I had submitted 15 entries for stories, columns, photos, website and general excellence from issues in 2008 to the annual Idaho Press Club contest. In March, I had been informed that I had won at least something, but what I won and whether I had won more than one award would be revealed only at the awards banquet.
The Idaho Press Club held its annual awards banquet at the Riverside Hotel in Boise, a once-upscale hotel situated along the Boise River that had its heyday in the 1980s and was still decorated in that era.
A couple hundred journalists from all over the state attended, providing an eclectic mix of well-coiffed attractive TV journalists, including some highly recognizable anchors from Boise, reporters and editors from all of the big papers from around the state, as well as a strong showing of weekly newspaper editors and reporters from several corners of the state.
It was a relatively glamorous affair, as glamorous as one could get in Boise with a room full of journalists. At least most of the women were wearing dresses and most of the men were wearing ties, even if they were purchased on sale at JC Penney.
A couple of the big TV stations and newspapers congregated at their own sponsored tables, folks from Eastern Idaho had their own clique, and the weekly newspaper people got scattered around the room wherever there was an open seat.
Nicola and I attended the event with our administrative assistant and her husband. The four of us were seated at a table with a couple of TV reporters/anchors for the state’s top local TV station, KTVB-TV, the local NBC affiliate.

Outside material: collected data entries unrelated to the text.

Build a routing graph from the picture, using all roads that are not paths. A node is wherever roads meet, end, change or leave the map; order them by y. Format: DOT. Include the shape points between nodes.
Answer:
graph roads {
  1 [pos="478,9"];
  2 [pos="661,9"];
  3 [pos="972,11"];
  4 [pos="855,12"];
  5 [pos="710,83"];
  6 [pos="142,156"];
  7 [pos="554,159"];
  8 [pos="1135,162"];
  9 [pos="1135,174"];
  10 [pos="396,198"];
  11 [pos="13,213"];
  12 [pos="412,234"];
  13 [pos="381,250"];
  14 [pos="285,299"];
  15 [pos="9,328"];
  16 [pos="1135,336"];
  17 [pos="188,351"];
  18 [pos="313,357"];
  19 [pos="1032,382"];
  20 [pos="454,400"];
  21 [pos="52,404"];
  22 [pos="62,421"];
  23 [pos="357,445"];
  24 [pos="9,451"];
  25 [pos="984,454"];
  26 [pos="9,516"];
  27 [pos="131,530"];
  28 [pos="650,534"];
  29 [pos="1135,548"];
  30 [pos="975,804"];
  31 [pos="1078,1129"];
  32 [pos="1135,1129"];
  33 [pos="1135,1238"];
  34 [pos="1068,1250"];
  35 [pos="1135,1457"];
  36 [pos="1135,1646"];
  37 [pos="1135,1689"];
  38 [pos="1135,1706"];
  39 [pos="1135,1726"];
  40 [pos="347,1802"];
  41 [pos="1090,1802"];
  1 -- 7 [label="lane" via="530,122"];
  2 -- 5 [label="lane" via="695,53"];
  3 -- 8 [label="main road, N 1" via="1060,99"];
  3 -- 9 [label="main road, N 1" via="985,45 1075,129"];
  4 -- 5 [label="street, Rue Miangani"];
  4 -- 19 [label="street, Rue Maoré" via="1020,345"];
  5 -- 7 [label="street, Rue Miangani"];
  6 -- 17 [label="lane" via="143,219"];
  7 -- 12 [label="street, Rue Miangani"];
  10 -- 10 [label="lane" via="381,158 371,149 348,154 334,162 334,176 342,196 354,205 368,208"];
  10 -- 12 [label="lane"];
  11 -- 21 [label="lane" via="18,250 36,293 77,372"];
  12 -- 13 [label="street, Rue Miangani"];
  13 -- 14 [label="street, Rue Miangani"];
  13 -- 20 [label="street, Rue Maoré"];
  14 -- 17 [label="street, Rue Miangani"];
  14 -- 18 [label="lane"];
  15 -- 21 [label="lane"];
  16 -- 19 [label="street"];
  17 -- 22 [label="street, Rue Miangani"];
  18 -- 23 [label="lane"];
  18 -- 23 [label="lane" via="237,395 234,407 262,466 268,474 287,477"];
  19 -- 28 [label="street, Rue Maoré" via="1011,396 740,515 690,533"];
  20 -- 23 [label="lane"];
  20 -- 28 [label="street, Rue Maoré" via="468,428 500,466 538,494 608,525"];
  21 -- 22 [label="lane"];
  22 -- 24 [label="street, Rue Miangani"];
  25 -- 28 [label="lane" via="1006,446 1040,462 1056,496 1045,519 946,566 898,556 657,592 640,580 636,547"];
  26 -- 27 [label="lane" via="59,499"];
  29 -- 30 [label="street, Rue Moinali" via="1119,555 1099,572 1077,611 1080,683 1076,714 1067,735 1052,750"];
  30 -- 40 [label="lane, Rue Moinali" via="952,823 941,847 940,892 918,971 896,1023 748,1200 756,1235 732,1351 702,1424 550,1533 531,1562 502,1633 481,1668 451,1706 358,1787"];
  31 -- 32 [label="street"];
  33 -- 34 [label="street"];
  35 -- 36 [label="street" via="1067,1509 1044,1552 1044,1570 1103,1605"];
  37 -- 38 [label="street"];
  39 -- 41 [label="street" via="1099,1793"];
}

Seated on my left, one of the female anchors, whom I thought was rather good and higher up on the TV personality attractive meter, had recently been let go from the station, but by God, she was going to cash in on the invitation to the banquet. With other employees, reporters and producers from her now-ex-station present at the banquet at other tables, it seemed an awkward situation. She and the other reporter at our table spent much of the evening complaining about the pay and the horrible working conditions at the station. Nicola and I, as the owners of a previously unheard-of weekly newspaper from a rinky-dink town, sat, it seemed to me, at her table as a testament to the insult that was added to the injury of having been let go. Wine and gin-and-tonics flowed freely, and as the evening wore on, the stories grew more ribald.
I occasionally tried to engage the anchor in conversation, but it was clear that I, a newspaper person, let alone a weekly newspaper person, was below her status. She was polite, though, in her dismissiveness, as a movie star would be to an adoring fan.
When the time finally came for the announcement of the awards, sometime between dinner and dessert, I was a shaky nervous wreck despite the gin.